G-man is Gordon's father.










*Ahem* I love the fact that they call him an interdimensional bureaucrat. That's one step closer to my theory of the G-man working as Earth's representative in a collective of Combine-free worlds.
 
Darkside55 said:
*Ahem* I love the fact that they call him an interdimensional bureaucrat. That's one step closer to my theory of the G-man working as Earth's representative in a collective of Combine-free worlds.

I disagree :p
 
Samon said:
I disagree :p
You WHAT?!

:laugh:

I will say, even though it's my theory I have some doubts about it. Some parts work, other parts only slightly work, and the G-man's apathy makes the whole thing hinge on a thread, but I stick by it.

Unless I come up with a newer, better theory to stick by. ;)

I'll never believe the guy's evil though. He's just misunderstood.
 
I dunno. He just doesn't seem the type. His cryptic speeches...they aren't desperate, worried or afraid. They are cold, sinister and not entirely direct. "I've recieved some interesting offers for your services."
That leads me to believe he's more of a contractor using you as the mercenary. Besides, I don't like your idea anyway. Simple. :p

:laugh:
 
Ah, but he's certainly getting desperate now. Or at least, angry. "We'll see...about THAT!" Anger born of desperation, losing his important agent, with whom he was making those contracts.

And remember that he said ordinarily he wouldn't take any offers for Gordon. This at least states that there are clients he normally wouldn't hire Gordon out to, whether for cause or price. We're still not sure what the raggedy resistance had to offer the G-man, and despite Breen's quip that Gordon was available to the highest bidder, we're not entirely sure that he was correct.

And if he was, was that always the policy, or was it something new that developed during Gordon's seven-day adventure? The G-man was receiving offers BEFORE you destroyed the reactor.

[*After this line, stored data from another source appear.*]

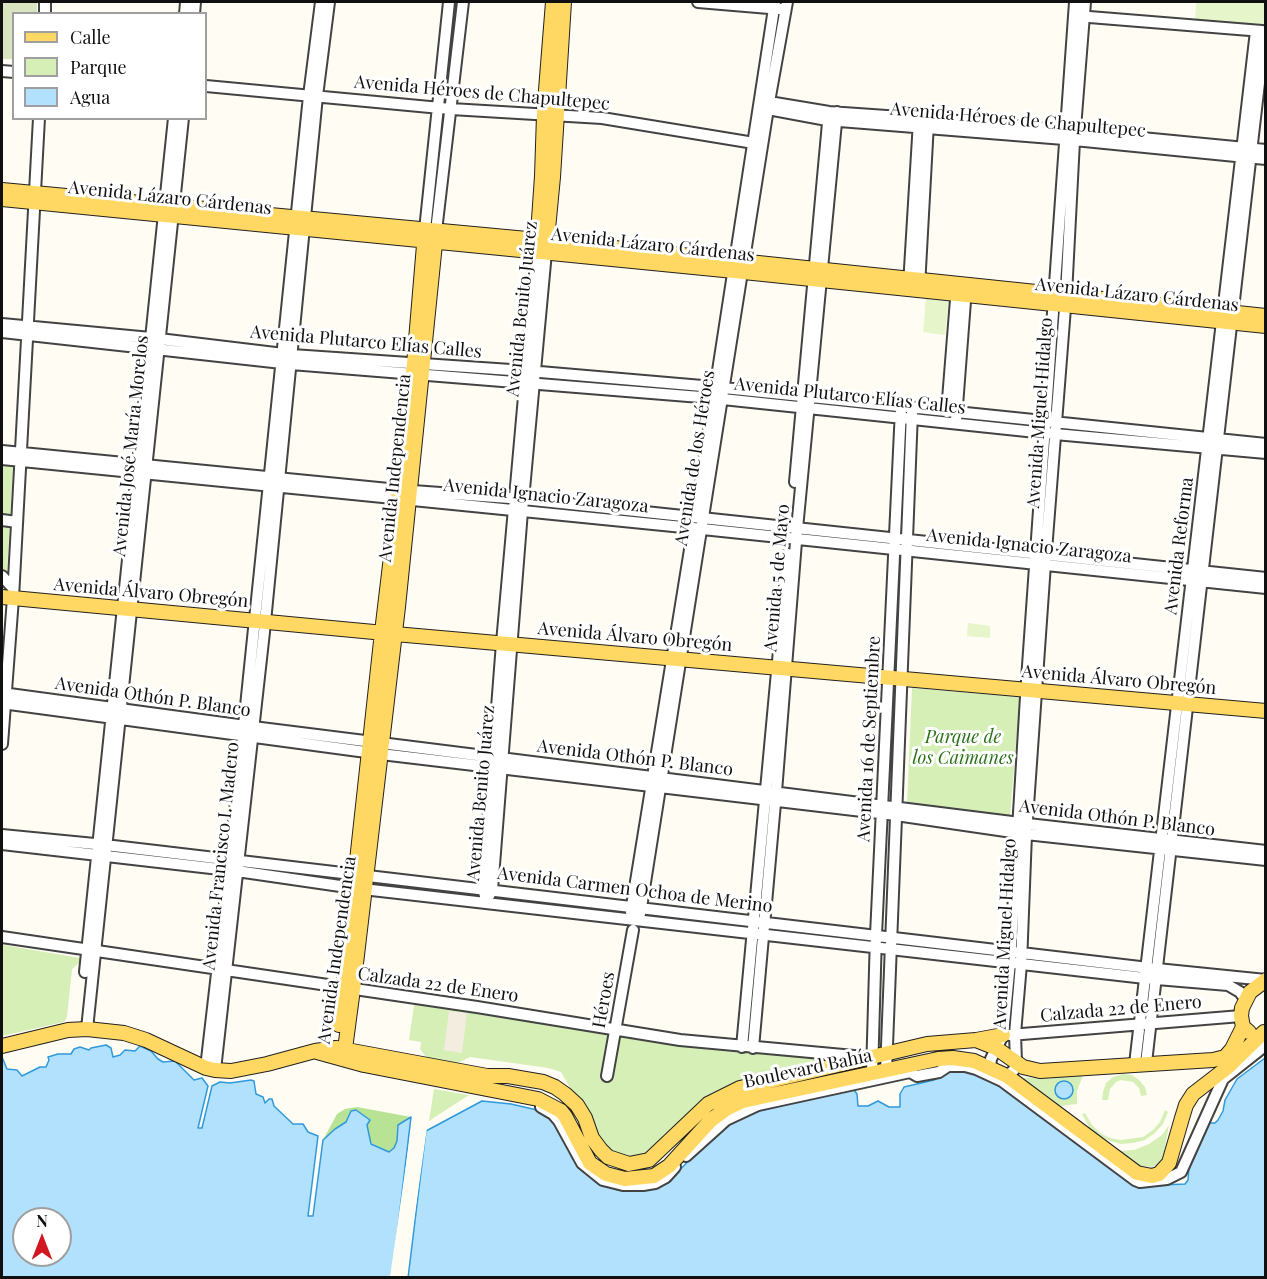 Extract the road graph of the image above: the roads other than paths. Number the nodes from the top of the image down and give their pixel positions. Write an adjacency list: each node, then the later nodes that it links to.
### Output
1 (321, 2): 18 (street, Avenida Francisco I. Madero)
2 (329, 2): 18 (street, Avenida Francisco I. Madero)
3 (449, 2): 15 (street, Avenida Independencia)
4 (463, 2): 16 (street, Avenida Independencia)
5 (552, 2): 14 (main road, Avenida Benito Juárez)
6 (564, 2): 14 (main road, Avenida Benito Juárez)
7 (698, 2): 10 (street)
8 (1075, 2): 12 (street, Avenida Miguel Hidalgo)
9 (1085, 2): 12 (street, Avenida Miguel Hidalgo)
10 (737, 3): 11 (street)
11 (779, 4): 19 (street, Avenida de los Héroes); 29 (street, Avenida de los Héroes)
12 (1079, 17): 13 (street); 28 (street, Avenida Miguel Hidalgo)
13 (1262, 31): 31 (street, Avenida Reforma)
14 (555, 47): 22 (main road, Avenida Benito Juárez)
15 (443, 60): 16 (street); 20 (street, Avenida Independencia)
16 (456, 61): 21 (street, Avenida Independencia)
17 (207, 86): 18 (street, Avenida Héroes de Chapultepec)
18 (313, 96): 20 (street, Avenida Héroes de Chapultepec); 37 (street, Avenida Francisco I. Madero)
19 (768, 105): 23 (street, Avenida Héroes de Chapultepec); 40 (street, Avenida de los Héroes)
20 (438, 107): 21 (street, Avenida Héroes de Chapultepec); 38 (street, Avenida Independencia)
21 (451, 109): 22 (street, Avenida Héroes de Chapultepec); 38 (street, Avenida Independencia)
22 (550, 115): 29 (street, Avenida Héroes de Chapultepec); 39 (main road, Avenida Benito Juárez)
23 (832, 116): 27 (street, Avenida Héroes de Chapultepec); 41 (street, Avenida 5 de Mayo)
24 (39, 120): 34 (street)
25 (174, 120): 36 (street, Avenida José María Morelos)
26 (183, 120): 36 (street, Avenida José María Morelos)
27 (923, 123): 28 (street, Avenida Héroes de Chapultepec); 42 (street)
28 (1069, 136): 31 (street, Avenida Héroes de Chapultepec); 44 (street, Avenida Miguel Hidalgo)
29 (754, 143): 40 (street, Avenida de los Héroes)
30 (1266, 150): 31 (street, Avenida Héroes de Chapultepec)
31 (1246, 153): 32 (street, Avenida Héroes de Chapultepec); 46 (street, Avenida Reforma)
32 (1266, 159)
33 (2, 190): 34 (main road, Avenida Lázaro Cárdenas)
34 (34, 198): 35 (main road, Avenida Lázaro Cárdenas); 36 (main road, Avenida Lázaro Cárdenas); 49 (street)
35 (2, 199)
36 (168, 211): 37 (main road, Avenida Lázaro Cárdenas); 51 (street, Avenida José María Morelos)
37 (300, 223): 38 (main road, Avenida Lázaro Cárdenas); 52 (street, Avenida Francisco I. Madero)
38 (430, 236): 39 (main road, Avenida Lázaro Cárdenas); 53 (main road, Avenida Independencia)
39 (542, 246): 40 (main road, Avenida Lázaro Cárdenas); 54 (street, Avenida Benito Juárez)
40 (738, 266): 41 (main road, Avenida Lázaro Cárdenas); 55 (street, Avenida de los Héroes)
41 (818, 274): 42 (main road, Avenida Lázaro Cárdenas); 56 (street, Avenida 5 de Mayo)
42 (914, 285): 43 (main road, Avenida Lázaro Cárdenas)
43 (961, 290): 44 (main road, Avenida Lázaro Cárdenas); 58 (street)
44 (1060, 300): 46 (main road, Avenida Lázaro Cárdenas); 59 (street, Avenida Miguel Hidalgo)
45 (1266, 316): 46 (main road, Avenida Lázaro Cárdenas)
46 (1227, 317): 48 (main road, Avenida Lázaro Cárdenas); 60 (street, Avenida Reforma)
47 (2, 324): 49 (street, Avenida Plutarco Elías Calles)
48 (1266, 326)
49 (27, 330): 50 (street, Avenida Plutarco Elías Calles); 51 (street, Avenida Plutarco Elías Calles); 64 (street)
50 (2, 332)
51 (154, 343): 52 (street, Avenida Plutarco Elías Calles); 66 (street, Avenida José María Morelos)
52 (287, 359): 53 (street, Avenida Plutarco Elías Calles); 67 (street, Avenida Francisco I. Madero)
53 (419, 368): 54 (street, Avenida Plutarco Elías Calles); 68 (main road, Avenida Independencia)
54 (529, 377): 55 (street, Avenida Plutarco Elías Calles); 69 (street, Avenida Benito Juárez)
55 (718, 393): 56 (street, Avenida Plutarco Elías Calles); 73 (street, Avenida de los Héroes)
56 (806, 402): 57 (street, Avenida Plutarco Elías Calles); 74 (street, Avenida 5 de Mayo)
57 (907, 412): 58 (street, Avenida Plutarco Elías Calles); 75 (street, Avenida 16 de Septiembre); 76 (street, Avenida 16 de Septiembre)
58 (953, 416): 59 (street, Avenida Plutarco Elías Calles)
59 (1050, 428): 60 (street, Avenida Plutarco Elías Calles); 77 (street, Avenida Miguel Hidalgo)
60 (1213, 443): 61 (street, Avenida Plutarco Elías Calles); 63 (street, Avenida Plutarco Elías Calles); 78 (street, Avenida Reforma)
61 (1266, 444)
62 (2, 451): 64 (street, Avenida Ignacio Zaragoza)
63 (1266, 453)
64 (20, 457): 65 (street, Avenida Ignacio Zaragoza); 66 (street, Avenida Ignacio Zaragoza); 72 (street)
65 (2, 459)
66 (141, 469): 67 (street, Avenida Ignacio Zaragoza); 83 (street, Avenida José María Morelos)
67 (274, 482): 68 (street, Avenida Ignacio Zaragoza); 84 (street, Avenida Francisco I. Madero)
68 (405, 494): 69 (street, Avenida Ignacio Zaragoza); 70 (street, Avenida Ignacio Zaragoza); 85 (main road, Avenida Independencia)
69 (518, 499): 70 (street, Avenida Benito Juárez); 73 (street, Avenida Ignacio Zaragoza)
70 (517, 511): 73 (street, Avenida Ignacio Zaragoza); 86 (street, Avenida Benito Juárez)
71 (2, 520): 72 (street)
72 (16, 522): 82 (street)
73 (698, 523): 74 (street, Avenida Ignacio Zaragoza); 87 (street, Avenida de los Héroes)
74 (793, 534): 75 (street, Avenida Ignacio Zaragoza); 88 (street, Avenida 5 de Mayo)
75 (894, 544): 76 (street, Avenida Ignacio Zaragoza); 89 (street, Avenida 16 de Septiembre)
76 (907, 545): 77 (street, Avenida Ignacio Zaragoza); 89 (street, Avenida 16 de Septiembre)
77 (1040, 558): 78 (street, Avenida Ignacio Zaragoza); 90 (street, Avenida Miguel Hidalgo)
78 (1197, 575): 80 (street, Avenida Ignacio Zaragoza); 81 (street, Avenida Ignacio Zaragoza); 92 (street, Avenida Reforma)
79 (2, 576): 82 (street)
80 (1266, 578)
81 (1266, 588)
82 (9, 594): 83 (main road, Avenida Álvaro Obregón); 91 (street)
83 (126, 608): 84 (main road, Avenida Álvaro Obregón); 94 (street, Avenida José María Morelos)
84 (260, 621): 85 (main road, Avenida Álvaro Obregón); 95 (street, Avenida Francisco I. Madero)
85 (388, 633): 86 (main road, Avenida Álvaro Obregón); 97 (main road, Avenida Independencia)
86 (506, 644): 87 (main road, Avenida Álvaro Obregón); 98 (street, Avenida Benito Juárez)
87 (676, 659): 88 (main road, Avenida Álvaro Obregón); 99 (street, Avenida de los Héroes)
88 (781, 668): 89 (main road, Avenida Álvaro Obregón); 100 (street, Avenida 5 de Mayo)
89 (895, 678): 90 (main road, Avenida Álvaro Obregón); 101 (street, Avenida 16 de Septiembre); 102 (street, Avenida 16 de Septiembre)
90 (1032, 690): 92 (main road, Avenida Álvaro Obregón); 103 (street, Avenida Miguel Hidalgo)
91 (3, 698): 94 (street, Avenida Othón P. Blanco); 96 (street)
92 (1183, 703): 93 (main road, Avenida Álvaro Obregón); 106 (street, Avenida Reforma)
93 (1266, 711)
94 (115, 712): 95 (street, Avenida Othón P. Blanco); 107 (street, Avenida José María Morelos)
95 (248, 730): 97 (street, Avenida Othón P. Blanco); 110 (street, Avenida Francisco I. Madero)
96 (2, 744)
97 (375, 747): 98 (street, Avenida Othón P. Blanco); 112 (main road, Avenida Independencia)
98 (497, 762): 99 (street, Avenida Othón P. Blanco); 113 (street, Avenida Benito Juárez)
99 (656, 782): 100 (street, Avenida Othón P. Blanco); 117 (street, Avenida de los Héroes)
100 (771, 796): 101 (street, Avenida Othón P. Blanco); 121 (street, Avenida 5 de Mayo)
101 (882, 809): 102 (street, Avenida Othón P. Blanco); 123 (street, Avenida 16 de Septiembre)
102 (896, 811): 103 (street, Avenida Othón P. Blanco); 126 (street, Avenida 16 de Septiembre)
103 (1022, 828): 106 (street, Avenida Othón P. Blanco); 129 (street, Avenida Miguel Hidalgo)
104 (2, 835): 107 (street, Avenida Carmen Ochoa de Merino)
105 (2, 844): 107 (street, Avenida Carmen Ochoa de Merino)
106 (1166, 845): 108 (street, Avenida Othón P. Blanco); 109 (street, Avenida Othón P. Blanco); 131 (street, Avenida Reforma)
107 (101, 850): 110 (street, Avenida Carmen Ochoa de Merino); 128 (street, Avenida José María Morelos)
108 (1266, 851)
109 (1266, 860)
110 (234, 866): 112 (street, Avenida Carmen Ochoa de Merino); 130 (street, Avenida Francisco I. Madero)
111 (412, 881): 112 (street, Avenida Carmen Ochoa de Merino); 113 (street, Avenida Carmen Ochoa de Merino); 114 (street)
112 (360, 882): 114 (street, Avenida Carmen Ochoa de Merino); 133 (main road, Avenida Independencia)
113 (488, 890): 115 (street, Avenida Carmen Ochoa de Merino); 116 (street, Avenida Benito Juárez)
114 (411, 893): 116 (street, Avenida Carmen Ochoa de Merino)
115 (552, 897): 117 (street, Avenida Carmen Ochoa de Merino); 118 (street)
116 (486, 902): 118 (street, Avenida Carmen Ochoa de Merino)
117 (636, 907): 119 (street, Avenida de los Héroes); 120 (street, Avenida Carmen Ochoa de Merino)
118 (551, 909): 119 (street, Avenida Carmen Ochoa de Merino)
119 (634, 923): 120 (street, Avenida Carmen Ochoa de Merino); 138 (street, Héroes)
120 (722, 923): 121 (street, Avenida Carmen Ochoa de Merino)
121 (759, 927): 122 (street, Avenida Carmen Ochoa de Merino); 125 (street, Avenida Carmen Ochoa de Merino); 143 (street, Avenida 5 de Mayo)
122 (832, 930): 123 (street, Avenida Carmen Ochoa de Merino); 125 (street)
123 (876, 935): 126 (street, Avenida Carmen Ochoa de Merino); 127 (street, Avenida 16 de Septiembre)
124 (2, 937): 128 (street, Calzada 22 de Enero)
125 (831, 942): 127 (street, Avenida Carmen Ochoa de Merino)
126 (891, 943): 127 (street, Avenida Carmen Ochoa de Merino); 129 (street, Avenida Carmen Ochoa de Merino); 145 (street, Avenida 16 de Septiembre)
127 (876, 947): 146 (street, Avenida 16 de Septiembre)
128 (91, 950): 130 (street, Calzada 22 de Enero); 139 (street, Avenida José María Morelos)
129 (1016, 958): 131 (street, Avenida Carmen Ochoa de Merino); 141 (street, Avenida Miguel Hidalgo)
130 (222, 969): 133 (street, Calzada 22 de Enero); 150 (street, Avenida Francisco I. Madero)
131 (1151, 973): 132 (street, Avenida Carmen Ochoa de Merino); 134 (street, Avenida Carmen Ochoa de Merino); 136 (street, Avenida Reforma); 137 (street, Avenida Reforma)
132 (1266, 980): 134 (main road)
133 (348, 988): 138 (street, Calzada 22 de Enero); 144 (main road, Avenida Independencia)
134 (1246, 1000): 135 (main road)
135 (1242, 1021): 136 (street, Calzada 22 de Enero); 140 (main road); 148 (main road, Boulevard Bahía)
136 (1151, 1023): 137 (street, Calzada 22 de Enero); 148 (street, Avenida Reforma)
137 (1139, 1024): 141 (street, Calzada 22 de Enero); 148 (street, Avenida Reforma)
138 (616, 1028): 143 (street, Calzada 22 de Enero); 154 (street, Héroes)
139 (84, 1029): 142 (main road, Boulevard Bahía); 150 (main road, Boulevard Bahía)
140 (1265, 1036): 153 (street); 155 (main road, Boulevard Bahía)
141 (1005, 1039): 145 (main road, Boulevard Bahía); 147 (main road, Boulevard Bahía); 147 (street, Avenida Miguel Hidalgo); 149 (street, Avenida Miguel Hidalgo)
142 (2, 1046)
143 (747, 1047): 146 (street, Calzada 22 de Enero)
144 (340, 1052): 150 (main road, Boulevard Bahía); 153 (main road, Boulevard Bahía)
145 (887, 1054): 146 (main road, Boulevard Bahía); 151 (street, Avenida 16 de Septiembre)
146 (871, 1058): 152 (street, Avenida 16 de Septiembre); 156 (main road, Boulevard Bahía)
147 (1016, 1062): 148 (main road, Boulevard Bahía); 155 (street)
148 (1141, 1064)
149 (990, 1067): 151 (main road, Boulevard Bahía); 155 (main road, Boulevard Bahía)
150 (210, 1069)
151 (886, 1071): 152 (main road, Boulevard Bahía)
152 (872, 1074): 156 (main road, Boulevard Bahía)
153 (429, 1076): 156 (main road, Boulevard Bahía)
154 (608, 1076)
155 (1007, 1076)
156 (742, 1094)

Apparently he opened the bidding--and started seriously considering these offers--sometime during Gordon's journey.

And it all comes back to "G-man: misunderstood servant of the people."
 
Mabye hes an immortal... an evil one and has some weakness somewhere... i guess you are his stronghold
 
...horcruxes?

(If anyone gets that, let us pity ourselves.)
 
I read an article in Computer Games that had the whole quote. It says the G-Man "Made you a hero."
 
Well according to Valve the Half-life universe is changing dramatically, and Gmans speech at the end of HL2 reflects that. But of course with him losing control, there are some changes even he didn't see....And, Gmans = baddie.